Should we take on another cat?(7 Posts)
Three years ago, DH and I adopted a stray cat who we believe had been kicked out of his home. He was shy and insecure but instantly affectionate, which has developed. He is now a happy boy and very affectionate, cheeky and generally the boss of the household. We absolutely adore him.
We have been approached about a female cat who needs a new home as her parents are moving overseas and can't take her with them. She is beautiful and sounds like she has a lovely personality. She is used to living with other cats.
Emotionally I would love to take her on, but I have the following reservations -
1. First and foremost, impact on current cat. He is my main responsibility and I cannot have him unhappy in the home he has come to trust and love. He does seem to have some feline "friends" in the garden who he tolerates and even plays with, but then will fight with other cats. He is so affectionate with humans, even new humans, but I don't know if that would translate?
2. Integration period. DH and I are both extremely busy at work at the moment, right up until Christmas we are travelling a lot and while one of us will be sleeping at home, we'll be doing long hours at the office and neither of us will be able to dedicate days on end to helping the cats integrate.
3. Holidays. At the moment my DF looks after current cat when we go away together. There is a big difference between one cat being looked after (we take him to DF's house) and two. Money's not an issue, we could pay for cat sitters.
Despite this, I love the idea of having two cats who like each other, and I hate the thought of this lovely cat needing a home.
Does anyone have any tips or suggestions/thoughts please?
Much appreciated, meow.
I think mostly I am terrified that my current cat will be so upset that he'll leave home and find somewhere else. Although he's only a moggie people fall in love with him because he's so affectionate.
Yes, he is my PFB
the fact that the other cat is a girl is good as opposite sex would say no if both girls, i would maybe try a trial for a week and see how that goes, i have just rehomed charlie my stray i took in two weeks ago , when i took him in he was a bundle of nerves and very meh about the other cats in the house, the home hes gone to has a female resident cat already and two children which is something hes not used to on a resident basis visiting grandchildren here
i had a phone call the other day to say he has settled in very well to be honest i was expecting the lady to say have him back hes not settled but thank god it has worked and it sounds like hes having a whale of a time with people who adore him
Our kitten joined our household in June. I thought he'd be good company for resident cat, who is very neurotic. At first I thought I'd made a terrible mistake, as MCat seemed to hate MKitten. A few months later, they are thick as thieves, even having a cuddle and grooming each other.
To be honest it doesn't matter that you don't immediately have time to introduce the two, as they would need to live seperately for a week or so first, and then start getting introduced to each others smell on blankets before the actual meetings. After that, start with 20 min meetings and then work your way up. It won't go well at first probably, but in my experience it never does, and friendship takes a while and comes long after mere tolerance and acdeptance. Most cats dont get along with neighbour hood cats, so I wouldn't use that as a guide.

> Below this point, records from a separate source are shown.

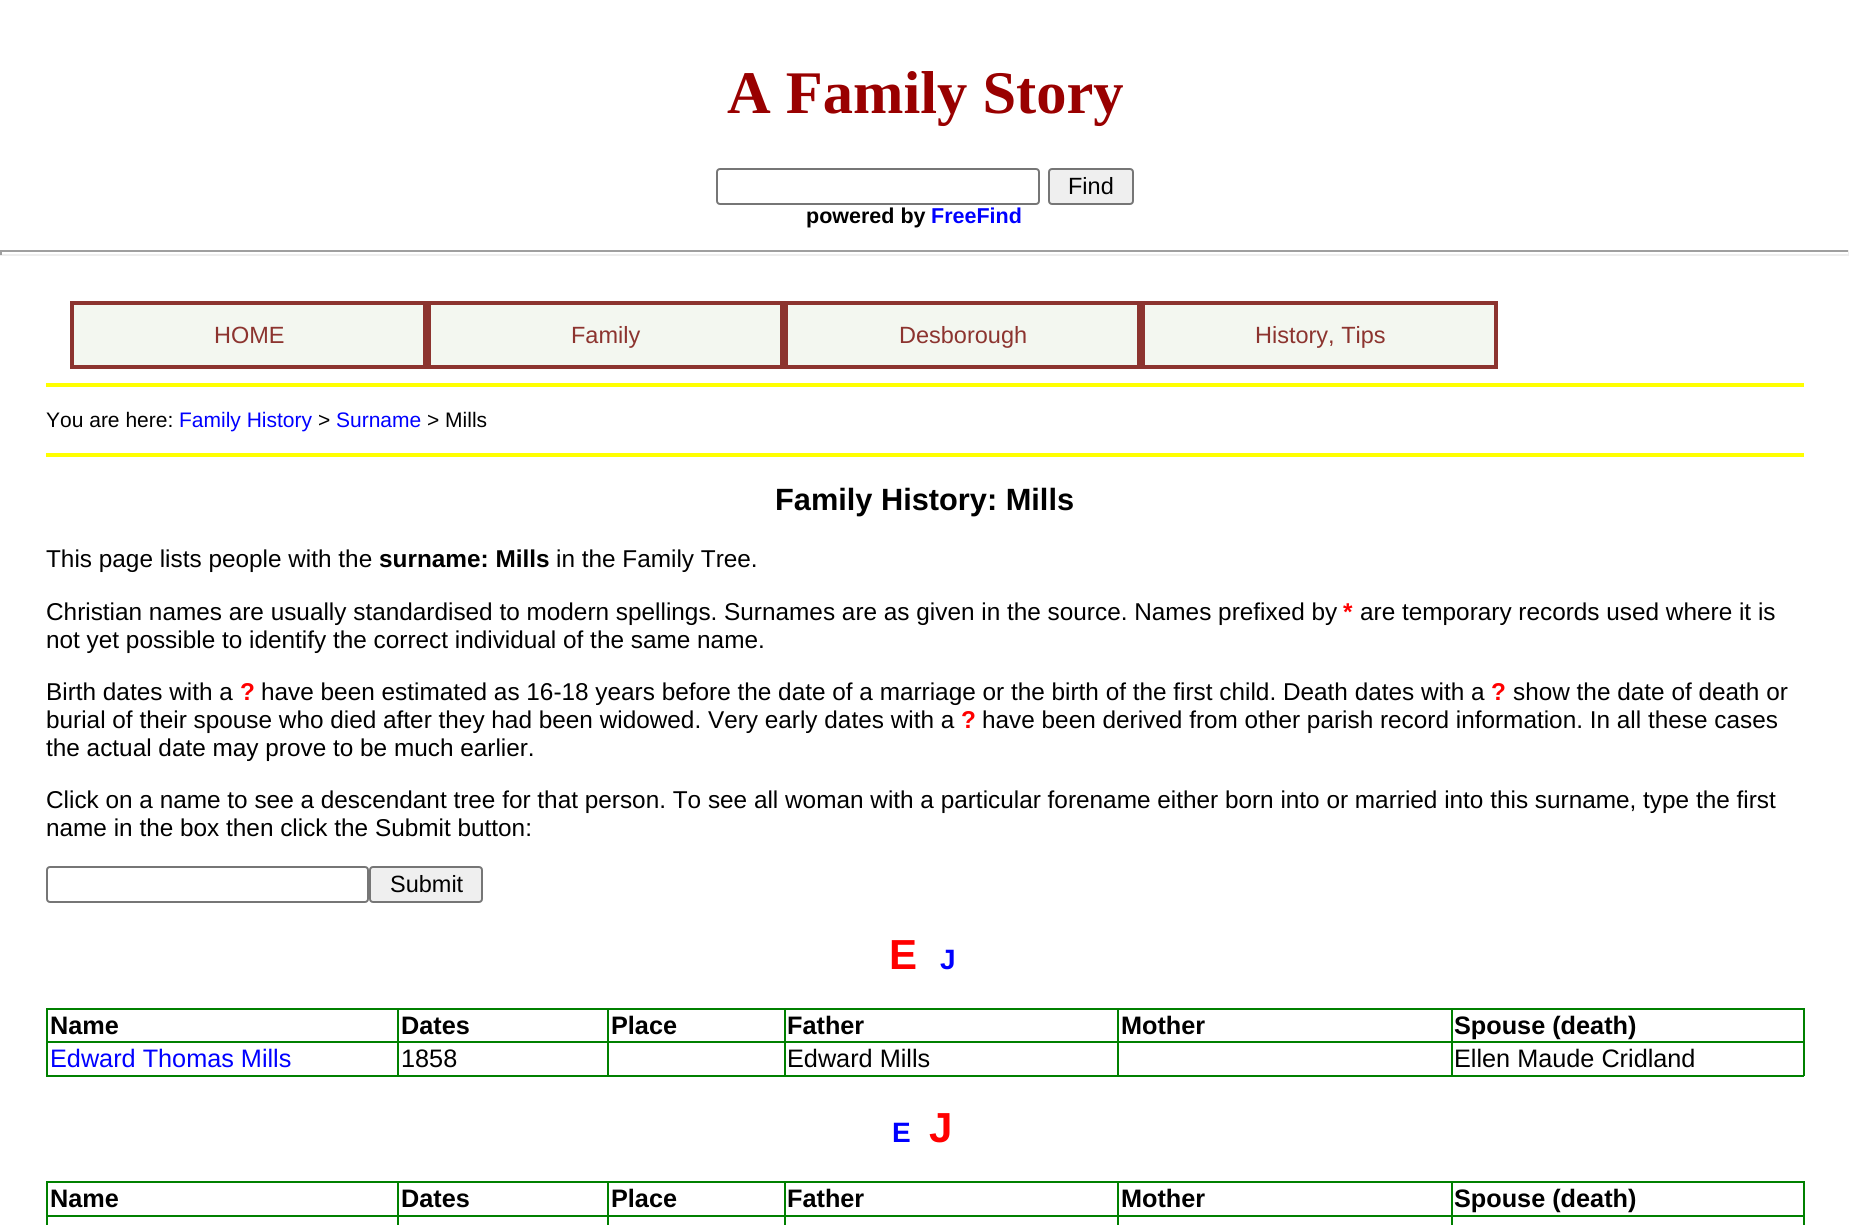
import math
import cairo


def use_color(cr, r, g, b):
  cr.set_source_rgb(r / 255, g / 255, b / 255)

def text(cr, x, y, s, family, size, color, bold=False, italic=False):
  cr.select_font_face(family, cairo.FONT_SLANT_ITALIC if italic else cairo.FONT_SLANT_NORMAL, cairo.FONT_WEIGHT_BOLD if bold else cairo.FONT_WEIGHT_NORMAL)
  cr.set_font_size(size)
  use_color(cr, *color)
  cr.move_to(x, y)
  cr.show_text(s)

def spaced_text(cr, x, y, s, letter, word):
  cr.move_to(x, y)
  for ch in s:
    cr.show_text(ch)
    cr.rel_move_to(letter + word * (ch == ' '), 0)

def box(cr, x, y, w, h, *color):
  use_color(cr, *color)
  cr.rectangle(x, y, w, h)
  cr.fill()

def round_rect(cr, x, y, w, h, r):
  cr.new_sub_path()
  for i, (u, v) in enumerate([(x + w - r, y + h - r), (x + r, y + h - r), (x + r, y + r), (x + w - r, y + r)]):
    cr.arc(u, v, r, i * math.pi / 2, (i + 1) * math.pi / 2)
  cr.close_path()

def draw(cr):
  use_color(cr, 255, 255, 255)
  cr.paint()
  round_rect(cr, 717, 169, 322, 35, 3)
  use_color(cr, 118, 118, 118)
  cr.stroke()
  use_color(cr, 239, 239, 239)
  round_rect(cr, 1049, 169, 84, 35, 3)
  cr.fill_preserve()
  use_color(cr, 118, 118, 118)
  cr.stroke()
  box(cr, 0, 250, 1849, 2, 159, 159, 159)
  box(cr, 1848, 250, 1, 5, 238, 238, 238)
  box(cr, 0, 254, 1849, 2, 238, 238, 238)
  box(cr, 0, 250, 2, 5, 159, 159, 159)
  use_color(cr, 243, 247, 240)
  cr.rectangle(72, 303, 353, 64)
  cr.fill_preserve()
  use_color(cr, 140, 52, 47)
  cr.set_line_width(4)
  cr.stroke()
  use_color(cr, 243, 247, 240)
  cr.rectangle(429, 303, 353, 64)
  cr.fill_preserve()
  use_color(cr, 140, 52, 47)
  cr.stroke()
  use_color(cr, 243, 247, 240)
  cr.rectangle(786, 303, 353, 64)
  cr.fill_preserve()
  use_color(cr, 140, 52, 47)
  cr.stroke()
  use_color(cr, 243, 247, 240)
  cr.rectangle(1143, 303, 353, 64)
  cr.fill_preserve()
  use_color(cr, 140, 52, 47)
  cr.stroke()
  box(cr, 46, 383, 1758, 4, 255, 255, 0)
  box(cr, 46, 453, 1758, 4, 255, 255, 0)
  round_rect(cr, 47, 867, 321, 35, 3)
  use_color(cr, 118, 118, 118)
  cr.set_line_width(2)
  cr.stroke()
  use_color(cr, 239, 239, 239)
  round_rect(cr, 370, 867, 112, 35, 3)
  cr.fill_preserve()
  use_color(cr, 118, 118, 118)
  cr.stroke()
  box(cr, 46, 1008, 1758, 2, 0, 128, 0)
  box(cr, 1803, 1008, 2, 68, 0, 128, 0)
  box(cr, 46, 1075, 1758, 2, 0, 128, 0)
  box(cr, 46, 1008, 2, 68, 0, 128, 0)
  box(cr, 46, 1041, 1758, 2, 0, 128, 0)
  box(cr, 397, 1008, 2, 68, 0, 128, 0)
  box(cr, 607, 1008, 2, 68, 0, 128, 0)
  box(cr, 784, 1008, 2, 68, 0, 128, 0)
  box(cr, 1117, 1008, 2, 68, 0, 128, 0)
  box(cr, 1451, 1008, 2, 68, 0, 128, 0)
  box(cr, 46, 1181, 1758, 2, 0, 128, 0)
  box(cr, 1803, 1181, 2, 44, 0, 128, 0)
  box(cr, 46, 1181, 2, 44, 0, 128, 0)
  box(cr, 46, 1215, 1758, 2, 0, 128, 0)
  box(cr, 397, 1181, 2, 44, 0, 128, 0)
  box(cr, 607, 1181, 2, 44, 0, 128, 0)
  box(cr, 784, 1181, 2, 44, 0, 128, 0)
  box(cr, 1117, 1181, 2, 44, 0, 128, 0)
  box(cr, 1451, 1181, 2, 44, 0, 128, 0)
  text(cr, 727, 113, "A Family Story", "Liberation Serif", 60.5, (153, 0, 0), bold=True)
  text(cr, 1068, 194, "Find", "Liberation Sans", 23.5, (0, 0, 0))
  text(cr, 806, 223, "powered by", "Liberation Sans", 21.5, (0, 0, 0), bold=True)
  text(cr, 931, 223, "FreeFind", "Liberation Sans", 21.5, (0, 0, 255), bold=True)
  text(cr, 214, 343, "HOME", "Liberation Sans", 23.5, (140, 52, 47))
  text(cr, 571, 343, "Family", "Liberation Sans", 23.5, (140, 52, 47))
  text(cr, 899, 343, "Desborough", "Liberation Sans", 23.5, (140, 52, 47))
  text(cr, 1255, 343, "History, Tips", "Liberation Sans", 23.5, (140, 52, 47))
  text(cr, 46, 427, "You are here:", "Liberation Sans", 21, (0, 0, 0))
  text(cr, 179, 427, "Family History", "Liberation Sans", 21, (0, 0, 255))
  text(cr, 318, 427, ">", "Liberation Sans", 21, (0, 0, 0))
  text(cr, 336, 427, "Surname", "Liberation Sans", 21, (0, 0, 255))
  text(cr, 427, 427, "> Mills", "Liberation Sans", 21, (0, 0, 0))
  text(cr, 775, 510, "Family History: Mills", "Liberation Sans", 30.75, (0, 0, 0), bold=True)
  text(cr, 46, 567, "This page lists people with the", "Liberation Sans", 24.35, (0, 0, 0))
  text(cr, 379, 567, "surname: Mills", "Liberation Sans", 24.35, (0, 0, 0), bold=True)
  text(cr, 556, 567, "in the Family Tree.", "Liberation Sans", 24.35, (0, 0, 0))
  text(cr, 46, 620, "Christian names are usually standardised to modern spellings. Surnames are as given in the source. Names prefixed by", "Liberation Sans", 24.35, (0, 0, 0))
  text(cr, 1343, 620, "*", "Liberation Sans", 24.35, (255, 0, 0), bold=True)
  text(cr, 1360, 620, "are temporary records used where it is", "Liberation Sans", 24.35, (0, 0, 0))
  text(cr, 46, 648, "not yet possible to identify the correct individual of the same name.", "Liberation Sans", 24.35, (0, 0, 0))
  text(cr, 46, 700, "Birth dates with a", "Liberation Sans", 24.35, (0, 0, 0))
  text(cr, 240, 700, "?", "Liberation Sans", 24.35, (255, 0, 0), bold=True)
  text(cr, 261, 700, "have been estimated as 16-18 years before the date of a marriage or the birth of the first child. Death dates with a", "Liberation Sans", 24.35, (0, 0, 0))
  text(cr, 1491, 700, "?", "Liberation Sans", 24.35, (255, 0, 0), bold=True)
  text(cr, 1513, 700, "show the date of death or", "Liberation Sans", 24.35, (0, 0, 0))
  text(cr, 46, 728, "burial of their spouse who died after they had been widowed. Very early dates with a", "Liberation Sans", 24.35, (0, 0, 0))
  text(cr, 961, 728, "?", "Liberation Sans", 24.35, (255, 0, 0), bold=True)
  text(cr, 982, 728, "have been derived from other parish record information. In all these cases", "Liberation Sans", 24.35, (0, 0, 0))
  text(cr, 46, 756, "the actual date may prove to be much earlier.", "Liberation Sans", 24.35, (0, 0, 0))
  text(cr, 46, 808, "Click on a name to see a descendant tree for that person. To see all woman with a particular forename either born into or married into this surname, type the first", "Liberation Sans", 24.35, (0, 0, 0))
  text(cr, 46, 836, "name in the box then click the Submit button:", "Liberation Sans", 24.35, (0, 0, 0))
  text(cr, 390, 892, "Submit", "Liberation Sans", 23.5, (0, 0, 0))
  cr.select_font_face("Liberation Sans", cairo.FONT_SLANT_NORMAL, cairo.FONT_WEIGHT_BOLD)
  cr.set_font_size(42)
  use_color(cr, 255, 0, 0)
  spaced_text(cr, 889, 969, "E", 5, 0)
  cr.set_font_size(28)
  use_color(cr, 0, 0, 255)
  spaced_text(cr, 940, 969, "J", 5, 0)
  text(cr, 50, 1034, "Name", "Liberation Sans", 25.25, (0, 0, 0), bold=True)
  text(cr, 401, 1034, "Dates", "Liberation Sans", 25.25, (0, 0, 0), bold=True)
  text(cr, 611, 1034, "Place", "Liberation Sans", 25.25, (0, 0, 0), bold=True)
  text(cr, 787, 1034, "Father", "Liberation Sans", 25.25, (0, 0, 0), bold=True)
  text(cr, 1121, 1034, "Mother", "Liberation Sans", 25.25, (0, 0, 0), bold=True)
  text(cr, 1454, 1034, "Spouse (death)", "Liberation Sans", 25.25, (0, 0, 0), bold=True)
  text(cr, 50, 1067, "Edward Thomas Mills", "Liberation Sans", 25.25, (0, 0, 255))
  text(cr, 401, 1067, "1858", "Liberation Sans", 25.25, (0, 0, 0))
  text(cr, 787, 1067, "Edward Mills", "Liberation Sans", 25.25, (0, 0, 0))
  text(cr, 1454, 1067, "Ellen Maude Cridland", "Liberation Sans", 25.25, (0, 0, 0))
  cr.select_font_face("Liberation Sans", cairo.FONT_SLANT_NORMAL, cairo.FONT_WEIGHT_BOLD)
  cr.set_font_size(28)
  use_color(cr, 0, 0, 255)
  spaced_text(cr, 892, 1142, "E", 5, 0)
  cr.set_font_size(42)
  use_color(cr, 255, 0, 0)
  spaced_text(cr, 929, 1142, "J", 5, 0)
  text(cr, 50, 1207, "Name", "Liberation Sans", 25.25, (0, 0, 0), bold=True)
  text(cr, 401, 1207, "Dates", "Liberation Sans", 25.25, (0, 0, 0), bold=True)
  text(cr, 611, 1207, "Place", "Liberation Sans", 25.25, (0, 0, 0), bold=True)
  text(cr, 787, 1207, "Father", "Liberation Sans", 25.25, (0, 0, 0), bold=True)
  text(cr, 1121, 1207, "Mother", "Liberation Sans", 25.25, (0, 0, 0), bold=True)
  text(cr, 1454, 1207, "Spouse (death)", "Liberation Sans", 25.25, (0, 0, 0), bold=True)


surface = cairo.ImageSurface(cairo.FORMAT_RGB24, 1849, 1225)
cr = cairo.Context(surface)
options = cairo.FontOptions()
options.set_hint_metrics(cairo.HINT_METRICS_OFF)
options.set_hint_style(cairo.HINT_STYLE_NONE)
cr.set_font_options(options)
cr.set_miter_limit(4)
draw(cr)
surface.write_to_png("out.png")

Sometimes it can take months for cats to learn to live comfortably alongside one another, so don't expect an immediate result.
My cat was a feral, and as a result we have to keep her separate from our other two. Having committed to being her owner, I couldn't discard her now. Just be sure that, if you do take on a new cat and it doesn't work out, that you have a plan for keeping them both, but separately. I would also say don't let your original cat outdoors while the inroductory period is going on.
Personally I wish I had not readily taken on other discarded cats as they are usually problem cats and don't get along with each other easily. You get more out of a lone cat as a pet in my opinion. Then again, my younger cat takes good care of my oldest cat, who needs someone to help wash his wee ears and cuddle him when it gets cold, and they are sweet together. But you know yourself whether your cat likes other pets. How does your cat react to visiting dogs? Curious, or outright hostility? This, I think, is a better guide to how the friendship with another cat will go than the interactions with neighbourhood cats who are comepting for territory.
Cat intros done properly usually work in my experience - take your time and don't push them together - we've done 8 intros over the last 20 or so years and while they haven't all been best friends they usually at least tolerate each other and we've never had one leave home yet.
Our first cat used to play with our neighbours' cat until they moved away, we got a second cat in the hope they would get on. They were never friends but they got on OK. We no longer have the original 2 but the others all get on OK - cat1 keeps herself to herself and pretends she's an only cat most of the time. Cats 2 and 3 are brothers from different litters and get on well. Cats 4,5 and 6 are from the same mum but again different litters - the oldest and youngest (both girls) dislike each other but both love their brother. Cat 7 also adores the brother and they often cuddle up together. There are alliances between different ones (cat 1 and cat 4 get on OK sometimes) cat 7 gets on well with almost everyone except cat 4 who is very defensive so its more her problem than his. Cat 7's mum has just had kittens again (she's pedigree maine coon) and I'd love to have one but OH has put his foot down and been sensible - he thinks 7 cats are enough!